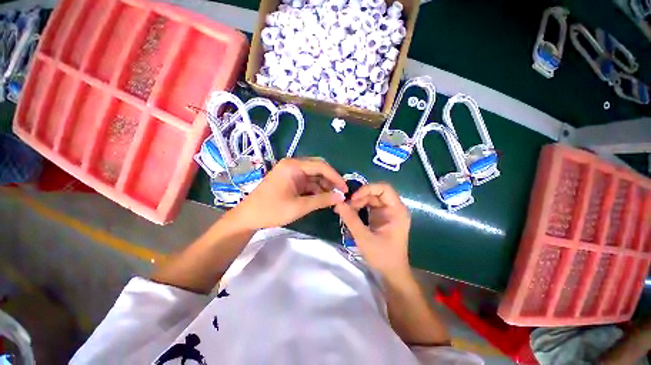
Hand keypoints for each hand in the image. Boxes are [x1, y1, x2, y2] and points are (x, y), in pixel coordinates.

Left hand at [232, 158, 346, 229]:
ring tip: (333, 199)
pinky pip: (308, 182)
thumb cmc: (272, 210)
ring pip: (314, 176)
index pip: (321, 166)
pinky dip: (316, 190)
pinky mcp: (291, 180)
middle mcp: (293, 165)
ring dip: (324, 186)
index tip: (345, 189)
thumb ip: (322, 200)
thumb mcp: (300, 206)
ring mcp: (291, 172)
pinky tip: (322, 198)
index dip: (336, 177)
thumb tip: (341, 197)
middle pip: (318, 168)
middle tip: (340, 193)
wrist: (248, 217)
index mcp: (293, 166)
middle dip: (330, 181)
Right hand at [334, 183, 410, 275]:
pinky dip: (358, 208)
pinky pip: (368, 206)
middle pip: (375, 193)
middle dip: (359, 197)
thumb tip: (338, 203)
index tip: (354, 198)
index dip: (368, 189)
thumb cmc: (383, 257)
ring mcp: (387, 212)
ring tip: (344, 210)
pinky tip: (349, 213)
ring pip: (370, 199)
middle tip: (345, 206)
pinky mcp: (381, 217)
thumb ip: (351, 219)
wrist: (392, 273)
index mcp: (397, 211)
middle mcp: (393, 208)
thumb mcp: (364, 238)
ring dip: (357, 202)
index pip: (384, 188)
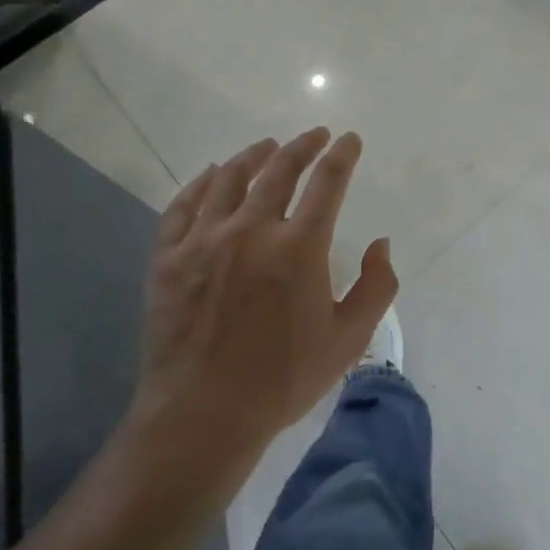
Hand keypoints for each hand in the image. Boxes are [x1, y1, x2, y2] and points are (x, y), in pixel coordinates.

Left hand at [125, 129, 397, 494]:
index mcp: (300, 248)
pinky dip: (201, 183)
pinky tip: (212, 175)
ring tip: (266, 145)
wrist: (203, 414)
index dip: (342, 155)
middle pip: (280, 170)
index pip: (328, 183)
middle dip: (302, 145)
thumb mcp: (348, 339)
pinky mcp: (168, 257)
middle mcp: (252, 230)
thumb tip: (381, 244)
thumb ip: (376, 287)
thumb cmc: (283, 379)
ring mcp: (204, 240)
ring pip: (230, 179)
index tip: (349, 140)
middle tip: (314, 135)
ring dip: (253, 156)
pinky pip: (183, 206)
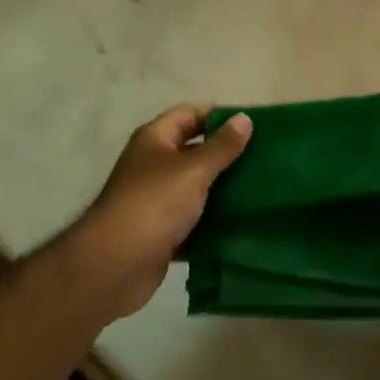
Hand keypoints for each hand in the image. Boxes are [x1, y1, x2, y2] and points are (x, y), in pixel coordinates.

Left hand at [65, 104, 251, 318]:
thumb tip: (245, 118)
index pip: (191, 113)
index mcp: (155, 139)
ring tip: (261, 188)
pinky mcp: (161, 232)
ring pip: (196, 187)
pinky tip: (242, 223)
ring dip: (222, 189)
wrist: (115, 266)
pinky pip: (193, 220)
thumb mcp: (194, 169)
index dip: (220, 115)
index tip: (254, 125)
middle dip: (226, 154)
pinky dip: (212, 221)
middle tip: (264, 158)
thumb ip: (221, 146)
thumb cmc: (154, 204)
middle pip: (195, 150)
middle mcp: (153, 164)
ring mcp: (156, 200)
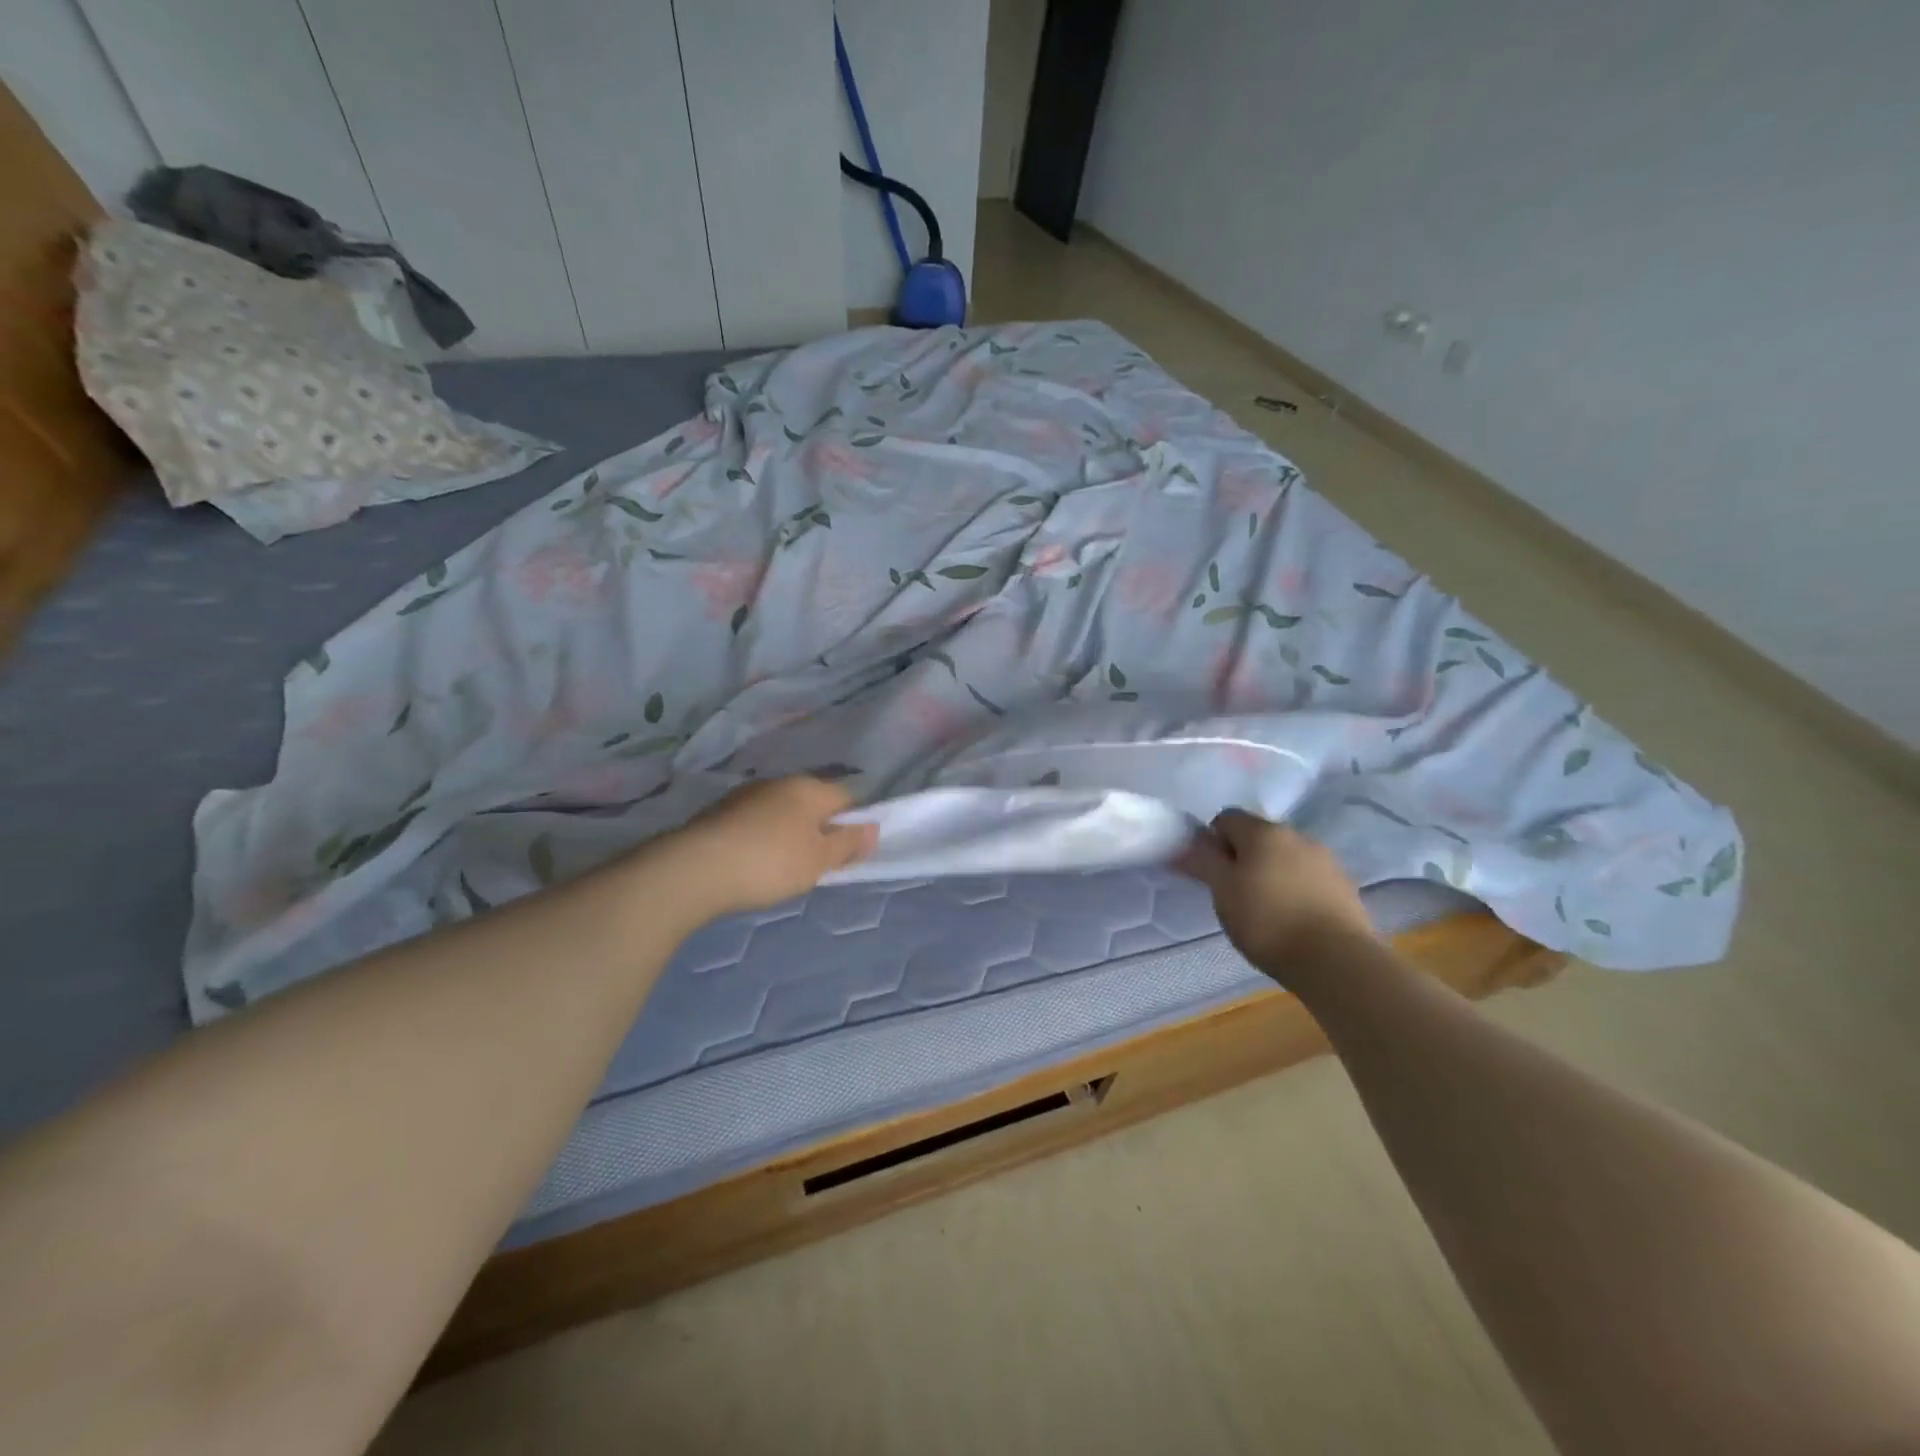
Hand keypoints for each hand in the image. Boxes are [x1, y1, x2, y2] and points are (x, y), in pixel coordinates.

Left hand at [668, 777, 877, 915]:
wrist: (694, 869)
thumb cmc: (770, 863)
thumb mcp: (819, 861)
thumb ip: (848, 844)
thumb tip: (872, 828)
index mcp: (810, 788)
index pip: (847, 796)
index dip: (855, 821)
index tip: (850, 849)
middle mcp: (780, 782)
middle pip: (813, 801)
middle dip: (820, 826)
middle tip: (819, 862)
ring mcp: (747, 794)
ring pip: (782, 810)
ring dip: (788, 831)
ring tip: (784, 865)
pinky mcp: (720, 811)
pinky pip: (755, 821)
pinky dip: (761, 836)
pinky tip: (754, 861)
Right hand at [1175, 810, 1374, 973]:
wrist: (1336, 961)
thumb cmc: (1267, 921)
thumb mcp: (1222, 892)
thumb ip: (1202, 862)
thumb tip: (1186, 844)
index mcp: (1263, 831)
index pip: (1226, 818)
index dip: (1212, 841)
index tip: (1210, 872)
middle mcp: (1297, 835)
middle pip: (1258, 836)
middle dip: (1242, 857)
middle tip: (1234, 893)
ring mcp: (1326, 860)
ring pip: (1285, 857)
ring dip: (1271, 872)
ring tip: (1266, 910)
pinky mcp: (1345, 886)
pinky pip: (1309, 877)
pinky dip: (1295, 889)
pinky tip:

==========

_WORK REQUIRED_. Output exactly the lines from the first line of the records through the line containing "ring tip: (266, 145)". Leave out every picture.

_OUTPUT_.
Hand keypoints for each hand in the image. Boxes are [x1, y1, x2, y2] and points are (x, y), in pixel coordinates.

Left hand at [232, 158, 346, 229]:
ring tip: (333, 199)
pinky pip: (308, 182)
thumb cmc: (272, 210)
ring pip: (314, 176)
index pip: (321, 166)
pinky dip: (316, 190)
pinky mcp: (291, 180)
middle mcp: (293, 165)
ring dip: (324, 186)
index tip: (345, 189)
thumb ip: (322, 200)
thumb mcp: (300, 206)
ring mcp: (291, 172)
pinky tip: (322, 198)
index dip: (336, 177)
thumb tip: (341, 197)
middle pip: (318, 168)
middle tip: (340, 193)
wrist: (248, 217)
index mcp: (293, 166)
middle dip: (330, 181)
Right hand at [334, 183, 410, 275]:
pinky dip: (358, 208)
pinky pip: (368, 206)
middle pip: (375, 193)
middle dip: (359, 197)
thumb tip: (338, 203)
index tip: (354, 198)
index dip: (368, 189)
thumb cmc: (383, 257)
ring mcp: (387, 212)
ring tip: (344, 210)
pinky tip: (349, 213)
ring pip: (370, 199)
middle tip: (345, 206)
pinky mcp: (381, 217)
thumb ip: (351, 219)
wrist: (392, 273)
index mcp: (397, 211)
middle mcp: (393, 208)
thumb mcp: (364, 238)
ring dip: (357, 202)
index pip: (384, 188)
Hand keypoints for each hand in the image. Boxes are [x1, y1, x2, y2] and points are (x, y), in pixel coordinates.

Left hand at [125, 129, 397, 494]:
index mcp: (300, 248)
pinky dip: (201, 183)
pinky tip: (212, 175)
ring tip: (266, 145)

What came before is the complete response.